Exercise data Block Start

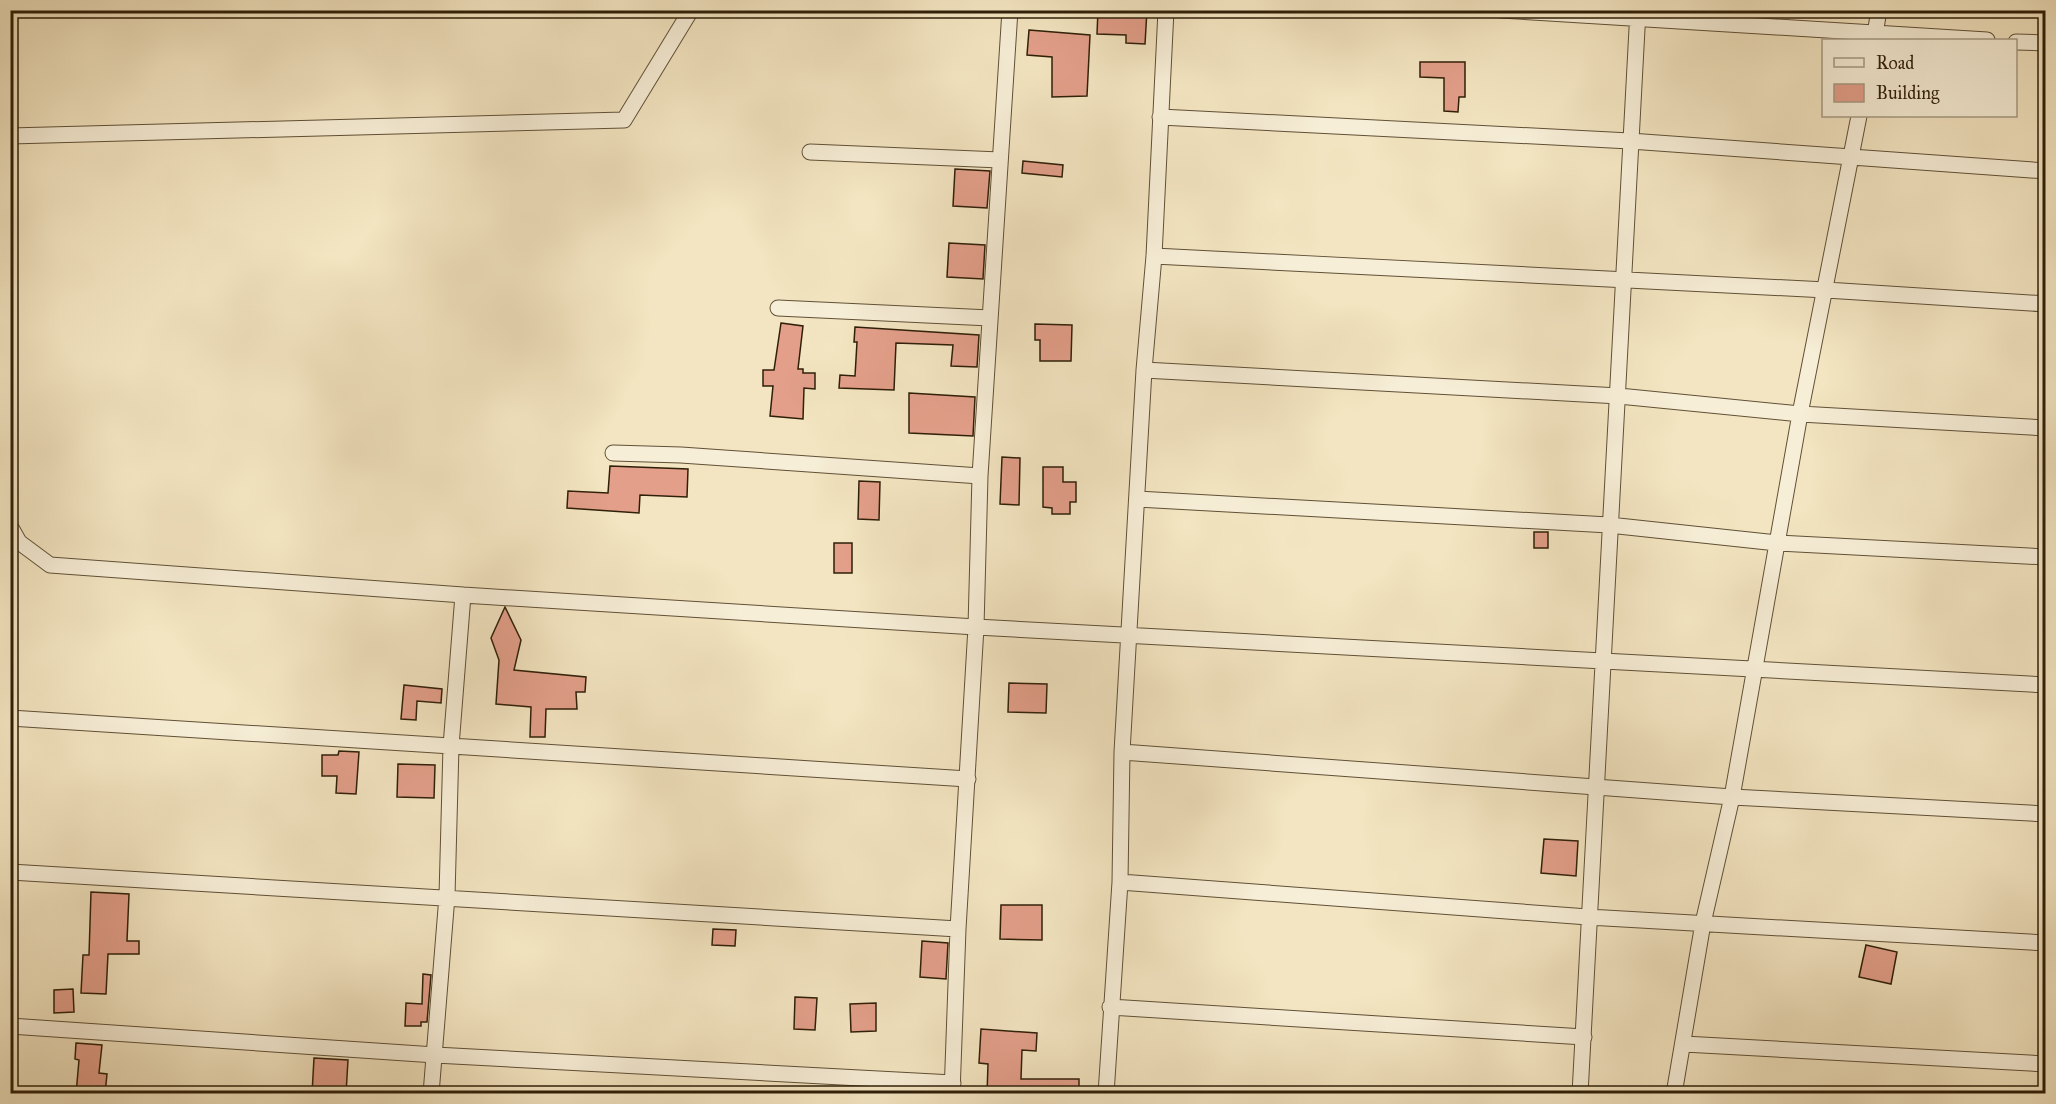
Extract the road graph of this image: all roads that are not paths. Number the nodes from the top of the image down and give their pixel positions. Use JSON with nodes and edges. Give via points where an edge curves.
{"nodes":[{"id":1,"x":691,"y":10,"type":"edge"},
{"id":2,"x":1010,"y":10,"type":"edge"},
{"id":3,"x":1166,"y":10,"type":"edge"},
{"id":4,"x":1501,"y":10,"type":"edge"},
{"id":5,"x":1879,"y":10,"type":"edge"},
{"id":6,"x":1637,"y":15,"type":"edge"},
{"id":7,"x":1874,"y":38,"type":"edge"},
{"id":8,"x":1930,"y":39,"type":"edge"},
{"id":9,"x":2017,"y":42,"type":"edge"},
{"id":10,"x":2046,"y":43,"type":"edge"},
{"id":11,"x":1160,"y":117,"type":"junction"},
{"id":12,"x":1859,"y":117,"type":"edge"},
{"id":13,"x":10,"y":136,"type":"edge"},
{"id":14,"x":1630,"y":141,"type":"junction"},
{"id":15,"x":810,"y":152,"type":"dead end"},
{"id":16,"x":1850,"y":159,"type":"junction"},
{"id":17,"x":1000,"y":160,"type":"junction"},
{"id":18,"x":2046,"y":171,"type":"edge"},
{"id":19,"x":1154,"y":256,"type":"junction"},
{"id":20,"x":1624,"y":279,"type":"junction"},
{"id":21,"x":1826,"y":290,"type":"junction"},
{"id":22,"x":2046,"y":304,"type":"edge"},
{"id":23,"x":778,"y":308,"type":"dead end"},
{"id":24,"x":990,"y":318,"type":"junction"},
{"id":25,"x":1144,"y":370,"type":"junction"},
{"id":26,"x":1619,"y":396,"type":"junction"},
{"id":27,"x":1800,"y":414,"type":"junction"},
{"id":28,"x":2046,"y":428,"type":"edge"},
{"id":29,"x":613,"y":453,"type":"dead end"},
{"id":30,"x":980,"y":476,"type":"junction"},
{"id":31,"x":1137,"y":500,"type":"junction"},
{"id":32,"x":1609,"y":525,"type":"junction"},
{"id":33,"x":10,"y":526,"type":"edge"},
{"id":34,"x":1777,"y":543,"type":"junction"},
{"id":35,"x":2046,"y":557,"type":"edge"},
{"id":36,"x":463,"y":595,"type":"junction"},
{"id":37,"x":975,"y":627,"type":"junction"},
{"id":38,"x":1129,"y":634,"type":"junction"},
{"id":39,"x":1602,"y":662,"type":"junction"},
{"id":40,"x":1753,"y":667,"type":"junction"},
{"id":41,"x":2046,"y":685,"type":"edge"},
{"id":42,"x":10,"y":718,"type":"edge"},
{"id":43,"x":452,"y":746,"type":"junction"},
{"id":44,"x":1122,"y":752,"type":"junction"},
{"id":45,"x":968,"y":779,"type":"junction"},
{"id":46,"x":1595,"y":785,"type":"junction"},
{"id":47,"x":1732,"y":797,"type":"junction"},
{"id":48,"x":2046,"y":814,"type":"edge"},
{"id":49,"x":10,"y":872,"type":"edge"},
{"id":50,"x":1120,"y":882,"type":"junction"},
{"id":51,"x":447,"y":896,"type":"junction"},
{"id":52,"x":1588,"y":917,"type":"junction"},
{"id":53,"x":1703,"y":923,"type":"junction"},
{"id":54,"x":958,"y":929,"type":"junction"},
{"id":55,"x":2046,"y":943,"type":"edge"},
{"id":56,"x":1110,"y":1007,"type":"junction"},
{"id":57,"x":10,"y":1026,"type":"edge"},
{"id":58,"x":1584,"y":1037,"type":"junction"},
{"id":59,"x":1684,"y":1044,"type":"junction"},
{"id":60,"x":435,"y":1055,"type":"junction"},
{"id":61,"x":2046,"y":1064,"type":"edge"},
{"id":62,"x":952,"y":1088,"type":"edge"},
{"id":63,"x":431,"y":1094,"type":"edge"},
{"id":64,"x":1106,"y":1094,"type":"edge"},
{"id":65,"x":1580,"y":1094,"type":"edge"},
{"id":66,"x":1674,"y":1094,"type":"edge"}],
"edges":[{"from":1,"to":13,"type":"street","via":[[624,120]]},
{"from":2,"to":17,"type":"street"},
{"from":3,"to":11,"type":"street"},
{"from":4,"to":6,"type":"street"},
{"from":5,"to":7,"type":"street"},
{"from":6,"to":7,"type":"street"},
{"from":6,"to":14,"type":"street"},
{"from":7,"to":8,"type":"street"},
{"from":9,"to":10,"type":"street"},
{"from":11,"to":14,"type":"street"},
{"from":11,"to":19,"type":"street"},
{"from":12,"to":16,"type":"street"},
{"from":14,"to":16,"type":"street"},
{"from":14,"to":20,"type":"street"},
{"from":15,"to":17,"type":"street"},
{"from":16,"to":18,"type":"street"},
{"from":16,"to":21,"type":"street"},
{"from":17,"to":24,"type":"street"},
{"from":19,"to":20,"type":"street"},
{"from":19,"to":25,"type":"street"},
{"from":20,"to":21,"type":"street"},
{"from":20,"to":26,"type":"street"},
{"from":21,"to":22,"type":"street"},
{"from":21,"to":27,"type":"street"},
{"from":23,"to":24,"type":"street"},
{"from":24,"to":30,"type":"street"},
{"from":25,"to":26,"type":"street"},
{"from":25,"to":31,"type":"street"},
{"from":26,"to":27,"type":"street"},
{"from":26,"to":32,"type":"street"},
{"from":27,"to":28,"type":"street"},
{"from":27,"to":34,"type":"street"},
{"from":29,"to":30,"type":"street"},
{"from":30,"to":37,"type":"street"},
{"from":31,"to":32,"type":"street"},
{"from":31,"to":38,"type":"street"},
{"from":32,"to":34,"type":"street"},
{"from":32,"to":39,"type":"street"},
{"from":33,"to":36,"type":"street","via":[[20,542],[50,565]]},
{"from":34,"to":35,"type":"street"},
{"from":34,"to":40,"type":"street"},
{"from":36,"to":37,"type":"street"},
{"from":36,"to":43,"type":"street"},
{"from":37,"to":38,"type":"street"},
{"from":37,"to":45,"type":"street"},
{"from":38,"to":39,"type":"street"},
{"from":38,"to":44,"type":"street"},
{"from":39,"to":40,"type":"street"},
{"from":39,"to":46,"type":"street"},
{"from":40,"to":41,"type":"street"},
{"from":40,"to":47,"type":"street"},
{"from":42,"to":43,"type":"street"},
{"from":43,"to":45,"type":"street"},
{"from":43,"to":51,"type":"street"},
{"from":44,"to":46,"type":"street"},
{"from":44,"to":50,"type":"street"},
{"from":45,"to":54,"type":"street"},
{"from":46,"to":47,"type":"street"},
{"from":46,"to":52,"type":"street"},
{"from":47,"to":48,"type":"street"},
{"from":47,"to":53,"type":"street"},
{"from":49,"to":51,"type":"street"},
{"from":50,"to":52,"type":"street"},
{"from":50,"to":56,"type":"street"},
{"from":51,"to":54,"type":"street"},
{"from":51,"to":60,"type":"street"},
{"from":52,"to":53,"type":"street"},
{"from":52,"to":58,"type":"street"},
{"from":53,"to":55,"type":"street"},
{"from":53,"to":59,"type":"street"},
{"from":54,"to":62,"type":"street"},
{"from":56,"to":58,"type":"street"},
{"from":56,"to":64,"type":"street"},
{"from":57,"to":60,"type":"street"},
{"from":58,"to":65,"type":"street"},
{"from":59,"to":61,"type":"street"},
{"from":59,"to":66,"type":"street"},
{"from":60,"to":62,"type":"street"},
{"from":60,"to":63,"type":"street"}]}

Exercise data Block End

__Action item__:
Each line above with the string "edges" in it should be located and copied.

__Problem solution__:
Extract the road graph of this image: all roads that are not paths. Number the nodes from the top of the image down and give their pixel positions. Use JSON with nodes and edges. Give via points where an edge curves.
"edges":[{"from":1,"to":13,"type":"street","via":[[624,120]]},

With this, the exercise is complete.